TP+FP = all positive classes, predicted my the model

**PR = TP / TP+FP**

In [5]:
def calc_precision(tp, y_pred):
    ''' Precision: the fraction of relevant instances (TP) among the retrieved instances (TP+FP)

        TP+FP = all positive classes, predicted my the model
     '''
    return tp / tp+fp


### Calculate Recall
#### `calc_recall(tp, y_pred)`

**Recall**: the fraction of the total amount of relevant instances that were actually retrieved

TP + FN = All positive instances, as of ground truth.

**PR = TP / TP+FN**

In [6]:
def calc_recall(tp, y_pred):
    ''' Recall:  the fraction of the total amount of relevant instances that were actually retrieved

        TP + FN = All positive instances, as of ground truth.
    '''
    return tp / tp+fn

### Calulate Confusion Matrix

#### `calc_CM_params(y_true, y_pred)`

Meaning:

- True  Positives (TP): classifier correctly predicted the positive (value=1) class
- False Positives (FP): classifier incorrectly predicted 1 (the ground truth was 0)
- True  Negative  (TN): classifier correctly predicted the negative (value=0) class
- False Negative  (FN): classifier incorrectly predicted 0 (the ground truth was 1)


In [6]:
def calc_CM_params(y_true, y_pred):
    ''' Meaning:

        True  Positives (TP): classifier correctly predicted the positive (value=1) class
        False Positives (FP): classifier incorrectly predicted 1 (the ground truth was 0)
        True  Negative  (TN): classifier correctly predicted the negative (value=0) class
        False Negative  (FN): classifier incorrectly predicted 0 (the ground truth was 1)

    '''
    tp = ( (y_true==1) & (y_pred==1) ).sum()
    tn = ( (y_true==0) & (y_pred==0) ).sum()
    fp = ( (y_true==0) & (y_pred==1) ).sum()
    fn = ( (y_true==1) & (y_pred==0) ).sum()

    return {
        'TN': tn,
        'FP': fp,
        'FN': fn,
        'TP': tp,
    }


In [8]:
def print_CM(y_true, y_pred):
    params = calc_CM_params(y_true, y_pred)
    
    for k, v in params.items():
        print(f"{k}: {v}")

    # print(f"CM: \n{cm}")
    # print(f"C_00 - TN")
    # print(f"C_10 - FN")
    # print(f"C_11 - TP")
    # print(f"C_01 - FP")
    
#     print(f"CM: \n{cm}")


In [10]:
# imagine, we've train a classifier to clasify documents as :
# relevant      - the positive class (value 1)
# irrelevant    - the negative class (value 0)

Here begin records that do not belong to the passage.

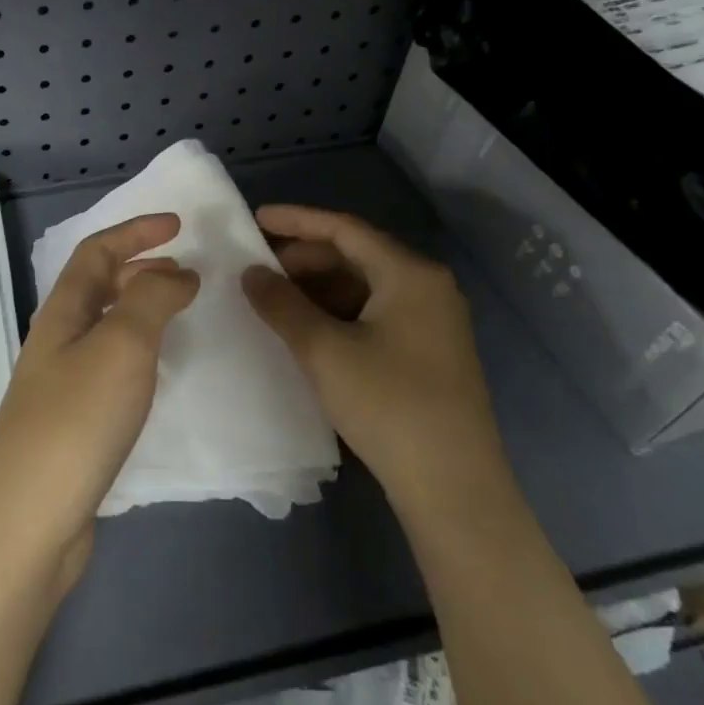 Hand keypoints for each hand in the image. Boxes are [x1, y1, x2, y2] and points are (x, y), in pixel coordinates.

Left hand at [0, 214, 197, 597]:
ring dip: (139, 308)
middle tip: (185, 271)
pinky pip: (109, 366)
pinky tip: (157, 373)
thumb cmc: (76, 421)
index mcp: (62, 313)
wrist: (29, 519)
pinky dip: (138, 351)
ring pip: (103, 327)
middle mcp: (56, 341)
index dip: (135, 231)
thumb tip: (176, 272)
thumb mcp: (122, 346)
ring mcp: (61, 385)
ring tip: (179, 312)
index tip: (179, 225)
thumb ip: (151, 299)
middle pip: (96, 286)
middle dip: (139, 267)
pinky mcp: (72, 424)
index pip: (96, 252)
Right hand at [240, 205, 506, 506]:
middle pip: (356, 255)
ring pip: (364, 286)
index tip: (254, 219)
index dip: (296, 221)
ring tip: (274, 299)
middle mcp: (427, 287)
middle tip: (258, 268)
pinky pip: (374, 313)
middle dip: (304, 258)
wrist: (452, 485)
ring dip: (318, 287)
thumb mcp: (324, 351)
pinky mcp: (427, 351)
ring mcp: (431, 321)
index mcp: (410, 274)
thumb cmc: (388, 404)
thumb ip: (282, 304)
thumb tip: (251, 272)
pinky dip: (337, 312)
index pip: (344, 229)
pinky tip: (307, 329) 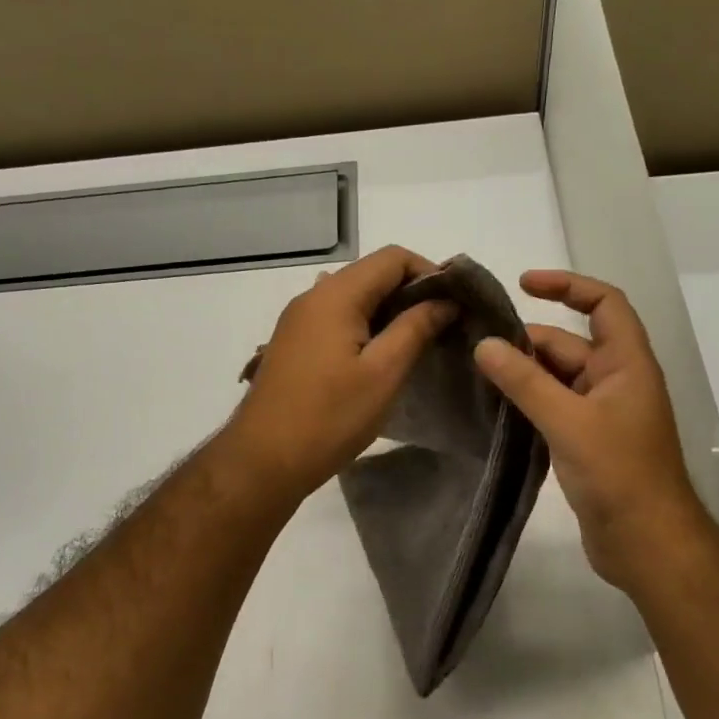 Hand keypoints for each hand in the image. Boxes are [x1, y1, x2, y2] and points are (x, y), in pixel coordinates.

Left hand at [226, 246, 454, 503]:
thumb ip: (416, 328)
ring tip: (417, 345)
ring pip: (354, 299)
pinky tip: (380, 360)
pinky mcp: (293, 345)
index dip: (430, 273)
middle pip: (371, 275)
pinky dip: (365, 329)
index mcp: (335, 295)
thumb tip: (445, 300)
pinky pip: (336, 321)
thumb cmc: (329, 417)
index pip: (392, 258)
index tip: (455, 306)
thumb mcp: (383, 373)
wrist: (262, 460)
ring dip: (389, 314)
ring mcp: (297, 322)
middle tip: (442, 329)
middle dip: (412, 294)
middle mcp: (312, 297)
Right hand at [474, 270, 710, 590]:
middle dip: (526, 341)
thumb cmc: (618, 473)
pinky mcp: (585, 442)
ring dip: (522, 374)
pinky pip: (552, 408)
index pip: (603, 304)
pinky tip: (492, 409)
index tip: (522, 284)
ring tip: (474, 375)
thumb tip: (484, 345)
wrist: (646, 542)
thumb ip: (525, 381)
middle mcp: (615, 382)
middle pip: (569, 344)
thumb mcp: (568, 421)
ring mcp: (600, 414)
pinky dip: (526, 403)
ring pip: (556, 379)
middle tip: (474, 346)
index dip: (566, 286)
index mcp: (626, 364)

class_names = ['irrelevant', 'relevant']
class_values = [0, 1]

# the ground truth:  3 - positive, 7 - negative:
# the predicted:     4 - positive, 6 - negative
y_true = np.array([1, 1, 1, 0, 0, 0, 0, 0, 0, 0])
y_pred = np.array([1, 0, 0, 1, 1, 1, 0, 0, 0, 0])

# calc CM:
cm = confusion_matrix(y_true, y_pred)

# print Confusion Matrix:
print_CM(cm)

show_CM_as_heatmap(cm)

TN: 4
FP: 3
FN: 2
TP: 1
CM: 
[[4 3]
 [2 1]]